__Required action__: Repeat all the data word for word.

__Records for the task__:
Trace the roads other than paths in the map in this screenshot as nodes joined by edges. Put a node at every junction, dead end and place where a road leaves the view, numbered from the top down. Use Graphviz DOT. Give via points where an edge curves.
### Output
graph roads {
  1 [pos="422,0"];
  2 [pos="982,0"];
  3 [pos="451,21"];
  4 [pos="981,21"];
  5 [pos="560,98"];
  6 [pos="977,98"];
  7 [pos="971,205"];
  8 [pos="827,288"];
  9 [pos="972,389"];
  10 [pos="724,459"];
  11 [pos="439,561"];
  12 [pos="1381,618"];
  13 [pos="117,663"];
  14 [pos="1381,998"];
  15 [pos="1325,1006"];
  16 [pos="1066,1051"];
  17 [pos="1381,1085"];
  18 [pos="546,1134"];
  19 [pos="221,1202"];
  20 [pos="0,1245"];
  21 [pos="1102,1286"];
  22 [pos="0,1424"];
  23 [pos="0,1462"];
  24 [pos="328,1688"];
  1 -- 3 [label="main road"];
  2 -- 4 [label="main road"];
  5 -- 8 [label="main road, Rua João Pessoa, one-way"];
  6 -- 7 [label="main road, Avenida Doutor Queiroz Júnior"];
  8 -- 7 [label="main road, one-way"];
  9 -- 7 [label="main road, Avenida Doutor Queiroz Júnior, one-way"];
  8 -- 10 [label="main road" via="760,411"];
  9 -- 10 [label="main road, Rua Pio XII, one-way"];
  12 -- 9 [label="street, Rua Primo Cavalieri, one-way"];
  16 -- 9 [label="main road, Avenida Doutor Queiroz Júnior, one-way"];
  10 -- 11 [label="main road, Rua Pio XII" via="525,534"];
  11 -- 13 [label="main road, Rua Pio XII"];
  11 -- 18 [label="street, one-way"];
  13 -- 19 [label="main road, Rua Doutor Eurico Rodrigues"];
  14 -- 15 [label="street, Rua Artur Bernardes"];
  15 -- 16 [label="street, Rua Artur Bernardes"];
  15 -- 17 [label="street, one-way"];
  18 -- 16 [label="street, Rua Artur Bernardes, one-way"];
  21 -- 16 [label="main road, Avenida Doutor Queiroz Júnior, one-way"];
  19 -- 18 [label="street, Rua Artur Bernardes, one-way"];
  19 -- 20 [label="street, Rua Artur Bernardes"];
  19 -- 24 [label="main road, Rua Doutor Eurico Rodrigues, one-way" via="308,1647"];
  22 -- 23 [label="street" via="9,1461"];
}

__Task result__:
Trace the roads other than paths in the map in this screenshot as nodes joined by edges. Put a node at every junction, dead end and place where a road leaves the view, numbered from the top down. Use Graphviz DOT. Give via points where an edge curves.
### Output
graph roads {
  1 [pos="422,0"];
  2 [pos="982,0"];
  3 [pos="451,21"];
  4 [pos="981,21"];
  5 [pos="560,98"];
  6 [pos="977,98"];
  7 [pos="971,205"];
  8 [pos="827,288"];
  9 [pos="972,389"];
  10 [pos="724,459"];
  11 [pos="439,561"];
  12 [pos="1381,618"];
  13 [pos="117,663"];
  14 [pos="1381,998"];
  15 [pos="1325,1006"];
  16 [pos="1066,1051"];
  17 [pos="1381,1085"];
  18 [pos="546,1134"];
  19 [pos="221,1202"];
  20 [pos="0,1245"];
  21 [pos="1102,1286"];
  22 [pos="0,1424"];
  23 [pos="0,1462"];
  24 [pos="328,1688"];
  1 -- 3 [label="main road"];
  2 -- 4 [label="main road"];
  5 -- 8 [label="main road, Rua João Pessoa, one-way"];
  6 -- 7 [label="main road, Avenida Doutor Queiroz Júnior"];
  8 -- 7 [label="main road, one-way"];
  9 -- 7 [label="main road, Avenida Doutor Queiroz Júnior, one-way"];
  8 -- 10 [label="main road" via="760,411"];
  9 -- 10 [label="main road, Rua Pio XII, one-way"];
  12 -- 9 [label="street, Rua Primo Cavalieri, one-way"];
  16 -- 9 [label="main road, Avenida Doutor Queiroz Júnior, one-way"];
  10 -- 11 [label="main road, Rua Pio XII" via="525,534"];
  11 -- 13 [label="main road, Rua Pio XII"];
  11 -- 18 [label="street, one-way"];
  13 -- 19 [label="main road, Rua Doutor Eurico Rodrigues"];
  14 -- 15 [label="street, Rua Artur Bernardes"];
  15 -- 16 [label="street, Rua Artur Bernardes"];
  15 -- 17 [label="street, one-way"];
  18 -- 16 [label="street, Rua Artur Bernardes, one-way"];
  21 -- 16 [label="main road, Avenida Doutor Queiroz Júnior, one-way"];
  19 -- 18 [label="street, Rua Artur Bernardes, one-way"];
  19 -- 20 [label="street, Rua Artur Bernardes"];
  19 -- 24 [label="main road, Rua Doutor Eurico Rodrigues, one-way" via="308,1647"];
  22 -- 23 [label="street" via="9,1461"];
}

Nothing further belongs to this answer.